Genting Malaysia Setop Rencana Recapitalisasi Empire Resorts Pasca Pelunasan Utang
Genting Malaysia Bhd, pemain utama dalam industri pariwisata dan perhotelan, baru-baru ini memutuskan untuk menghentikan rencana recapitalisasi Empire Resorts Inc. Keputusan ini terjadi setelah Genting menyelesaikan pembayaran utang sebesar US$300 juta, yang sebelumnya mendukung restrukturisasi modal tersebut. Pengumuman ini dibuat melalui laporan kepada Bursa Malaysia, menunjukkan bahwa Empire Resorts telah melunasi pokok dari surat utang senior sekuritas senilai 7,75%, yang jatuh tempo pada 1 November 2026.
Penyelesaian utang pada 2 Juli ini merupakan bagian dari strategi Genting Malaysia yang lebih besar untuk memaksimalkan asetnya di Amerika Serikat. Empire Resorts, yang berbasis di New York, mengelola tiga operasi utama: Resorts World Catskills, Resorts World Hudson Valley, dan Resorts World Bet untuk taruhan olahraga digital. Dengan utang lunas, Genting Malaysia dapat mengarahkan kembali fokus dananya tanpa harus melepas aset Empire Resorts senilai US$525 juta di Resorts World Catskills, seperti yang semula direncanakan.

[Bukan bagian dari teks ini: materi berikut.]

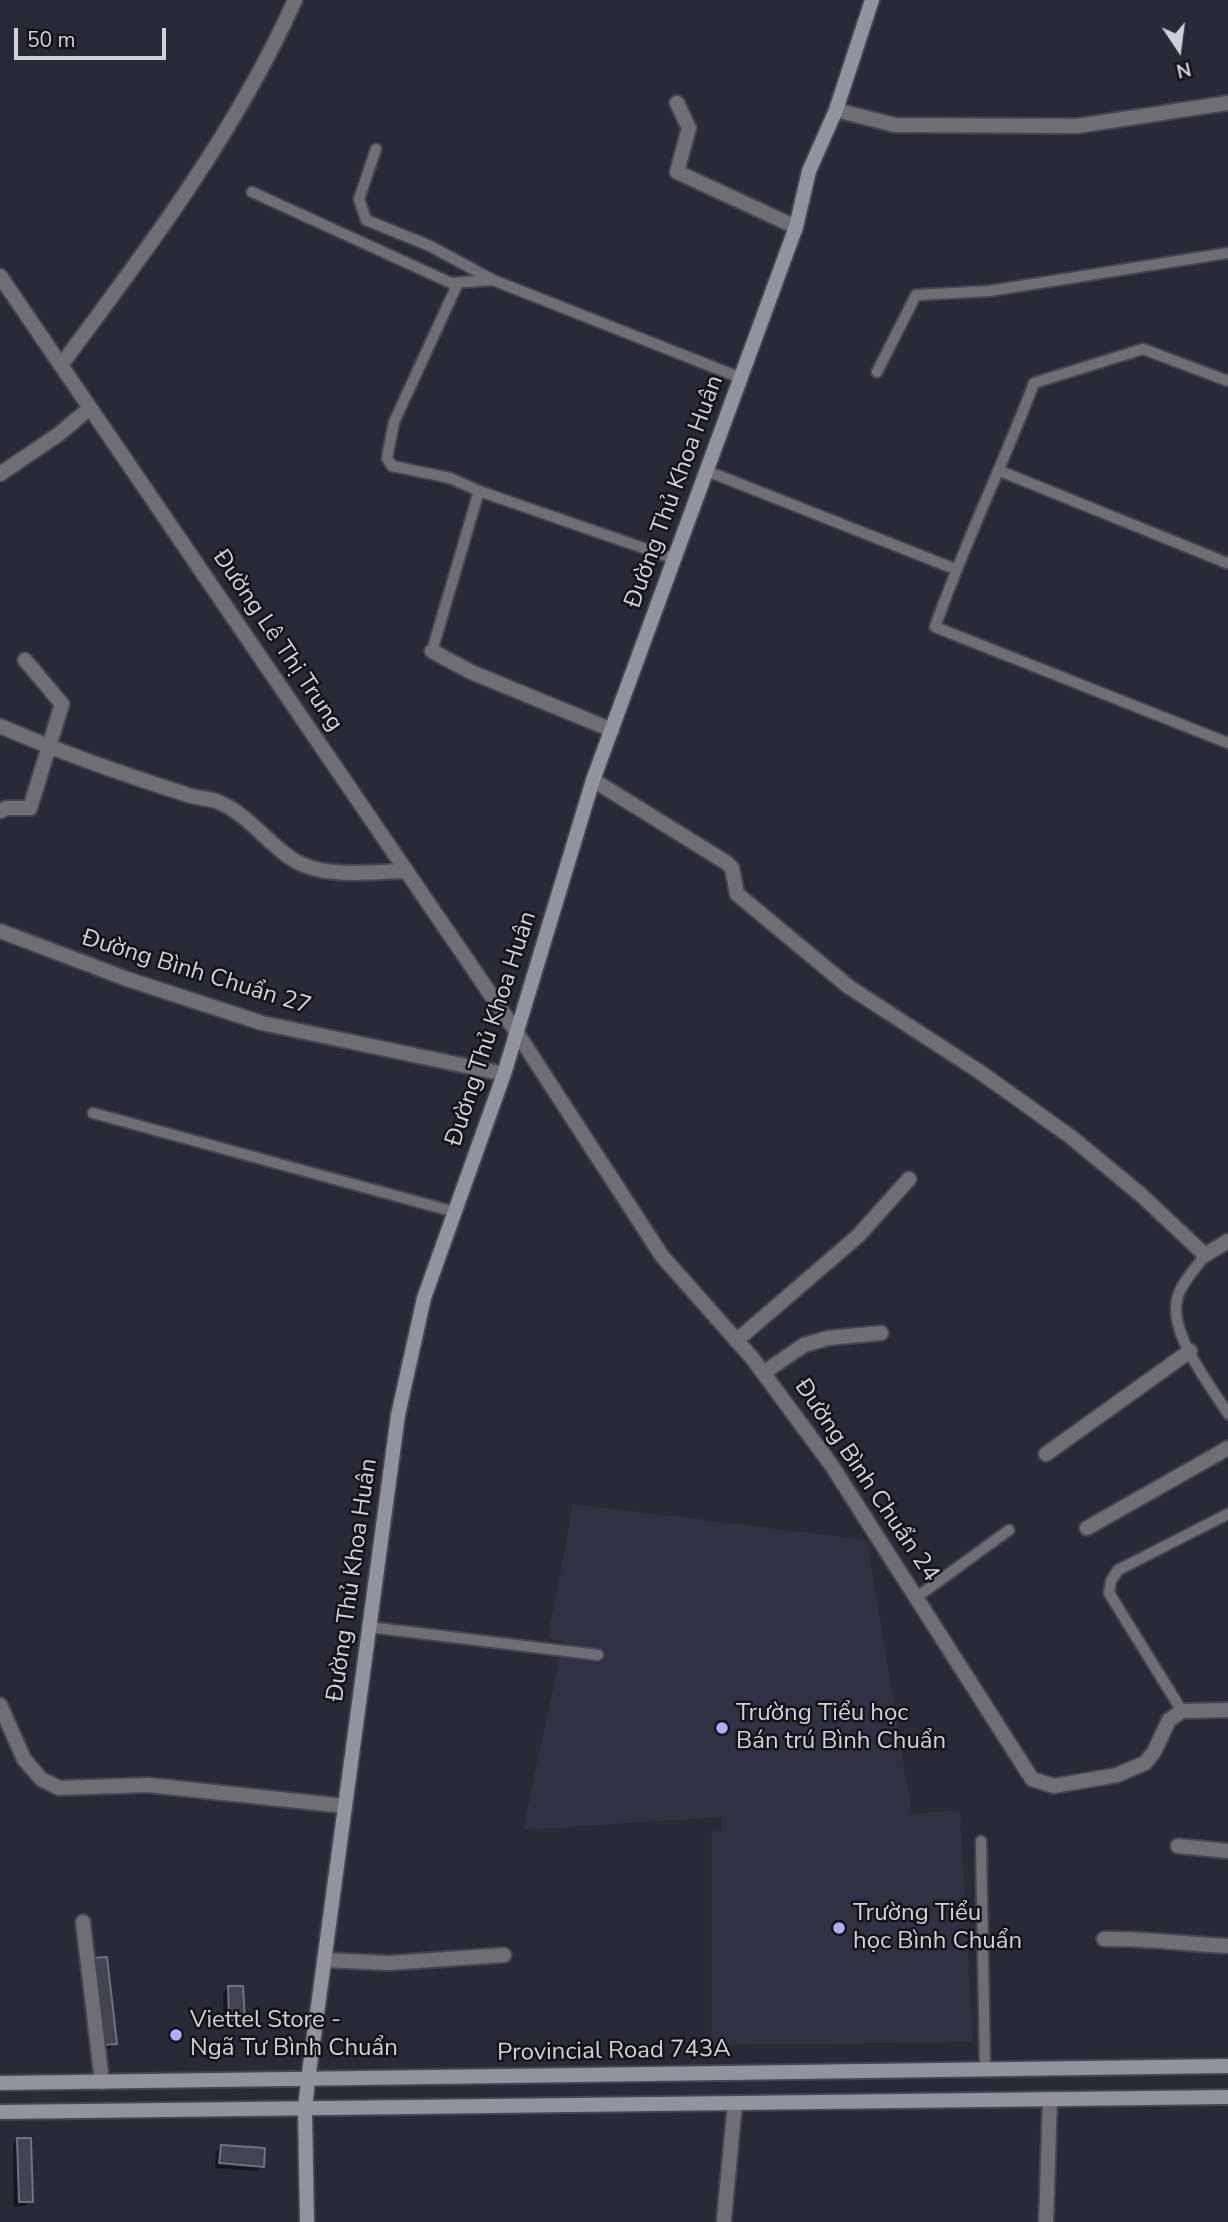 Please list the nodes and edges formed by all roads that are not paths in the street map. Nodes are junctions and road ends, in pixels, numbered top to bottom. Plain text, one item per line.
1 (295, 0) edge
2 (872, 0) edge
3 (677, 103) dead end
4 (1228, 103) edge
5 (836, 110) junction
6 (376, 149) dead end
7 (252, 191) dead end
8 (796, 227) junction
9 (1228, 253) edge
10 (0, 276) edge
11 (493, 280) junction
12 (458, 283) junction
13 (61, 365) junction
14 (877, 372) dead end
15 (741, 378) junction
16 (1228, 382) edge
17 (90, 408) junction
18 (707, 471) junction
19 (1000, 471) junction
20 (0, 474) edge
21 (480, 491) junction
22 (675, 559) junction
23 (1227, 563) edge
24 (955, 569) junction
25 (432, 651) joint
26 (25, 660) dead end
27 (0, 726) edge
28 (612, 730) junction
29 (1228, 743) edge
30 (50, 748) junction
31 (593, 780) junction
32 (0, 811) edge
33 (406, 871) junction
34 (0, 931) edge
35 (517, 1033) junction
36 (505, 1074) junction
37 (93, 1113) dead end
38 (909, 1179) dead end
39 (455, 1212) junction
40 (1228, 1241) edge
41 (1205, 1255) junction
42 (881, 1333) dead end
43 (737, 1341) junction
44 (1190, 1351) junction
45 (763, 1373) junction
46 (1228, 1414) edge
47 (1228, 1448) edge
48 (1046, 1454) dead end
49 (1228, 1514) edge
50 (1087, 1528) dead end
51 (1009, 1530) dead end
52 (917, 1597) junction
53 (369, 1627) junction
54 (598, 1655) dead end
55 (0, 1705) edge
56 (1228, 1710) edge
57 (1182, 1711) junction
58 (345, 1805) junction
59 (981, 1840) dead end
60 (1178, 1846) dead end
61 (1228, 1851) edge
62 (83, 1922) dead end
63 (1104, 1939) dead end
64 (1228, 1946) edge
65 (504, 1955) dead end
66 (324, 1959) junction
67 (1228, 2066) edge
68 (985, 2069) junction
69 (308, 2080) junction
70 (0, 2082) edge
71 (102, 2082) junction
72 (1228, 2097) edge
73 (1050, 2099) junction
74 (735, 2103) junction
75 (305, 2109) junction
76 (0, 2112) edge
77 (724, 2219) dead end
78 (307, 2222) edge
79 (1046, 2222) edge

1 - 13 street
2 - 5 main road, Đường Thủ Khoa Huân
3 - 8 street
4 - 5 street
5 - 8 main road, Đường Thủ Khoa Huân
6 - 11 lane
7 - 12 lane
8 - 15 main road, Đường Thủ Khoa Huân
9 - 14 lane
10 - 13 street, Đường Lê Thị Trung
11 - 12 lane
11 - 15 lane
12 - 21 lane
13 - 17 street, Đường Lê Thị Trung
15 - 18 main road, Đường Thủ Khoa Huân
16 - 19 lane
17 - 20 street
17 - 33 street, Đường Lê Thị Trung
18 - 22 main road, Đường Thủ Khoa Huân
18 - 24 lane
19 - 23 lane
19 - 24 lane
21 - 22 lane
21 - 25 lane
22 - 28 main road, Đường Thủ Khoa Huân
24 - 29 lane
25 - 28 street
26 - 30 street
27 - 30 street
28 - 31 main road, Đường Thủ Khoa Huân
30 - 32 street
30 - 33 street
31 - 35 main road, Đường Thủ Khoa Huân
31 - 41 street
33 - 35 street, Đường Lê Thị Trung
34 - 36 street, Đường Bình Chuẩn 27
35 - 36 main road, Đường Thủ Khoa Huân
35 - 43 street, Đường Bình Chuẩn 24
36 - 39 main road, Đường Thủ Khoa Huân
37 - 39 lane
38 - 43 street
39 - 53 main road, Đường Thủ Khoa Huân
40 - 41 street
41 - 44 lane
42 - 45 street
43 - 45 street, Đường Bình Chuẩn 24
44 - 46 lane
44 - 48 street
45 - 52 street, Đường Bình Chuẩn 24
47 - 50 street
49 - 57 lane
51 - 52 lane
52 - 57 street, Đường Bình Chuẩn 24
53 - 54 lane
53 - 58 main road, Đường Thủ Khoa Huân
55 - 58 street
56 - 57 street
58 - 66 main road, Đường Thủ Khoa Huân
59 - 68 lane
60 - 61 street
62 - 71 street
63 - 64 street
65 - 66 street
66 - 69 main road, Đường Thủ Khoa Huân
67 - 68 main road, Provincial Road 743A
68 - 69 main road, Provincial Road 743A
69 - 71 main road, Provincial Road 743A
69 - 75 main road, Đường Thủ Khoa Huân
70 - 71 main road, Provincial Road 743A
72 - 73 main road
73 - 74 main road
73 - 79 street
74 - 75 main road
74 - 77 street
75 - 76 main road
75 - 78 main road, Đường Thủ Khoa Huân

Arah Baru di Pasar New York
Empire Resorts adalah pilar utama dalam ekspansi Genting Malaysia di AS. Setelah akuisisi Empire Resorts pada Juni 2025, Genting mengonsolidasikan posisinya di pasar Amerika. Keputusan untuk tidak melanjutkan recapitalisasi mengindikasikan pergeseran strategi, memberi kesempatan bagi Genting untuk memusatkan perhatian pada bisnis yang sudah berjalan dan investasi baru di area New York.
Perizinan Kasino Terbaru
Lebih jauh, Genting Malaysia, melalui Genting New York LLC, menerima lisensi kasino penuh untuk wilayah bagian bawah New York pada Desember lalu. Langkah ini merupakan bagian dari komitmen investasi sebesar US$5,5 miliar hingga tahun 2030 untuk mengamankan lisensi tersebut. Dengan izin ini, Genting berencana memperkuat kehadirannya di pasar kasino yang sangat kompetitif.
Kondisi Keuangan Terkini
Dalam laporan terbaru, Genting Malaysia menunjukkan kerugian bersih sebesar MYR25,2 juta (sekitar US$6,2 juta) pada kuartal pertama 2026, berbanding terbalik dengan keuntungan bersih MYR51,9 juta pada periode yang sama tahun sebelumnya. Meski ada kenaikan pendapatan sebesar 10,5% menjadi MYR2,87 miliar, hasil negatif ini mencerminkan tekanan pada profitabilitas meski ada pertumbuhan pendapatan.
Penghentian rencana recapitalisasi oleh Genting Malaysia menggambarkan penyesuaian strategi dalam pengelolaan aset di AS. Dengan fokus pada pelunasan utang dan pengembangan proyek baru di New York, Genting Malaysia berupaya memantapkan posisi mereka di industri kasino AS. Langkah ini diharapkan dapat memberikan fleksibilitas keuangan yang lebih besar dan mengarahkan perusahaan menuju pertumbuhan berkelanjutan di masa mendatang.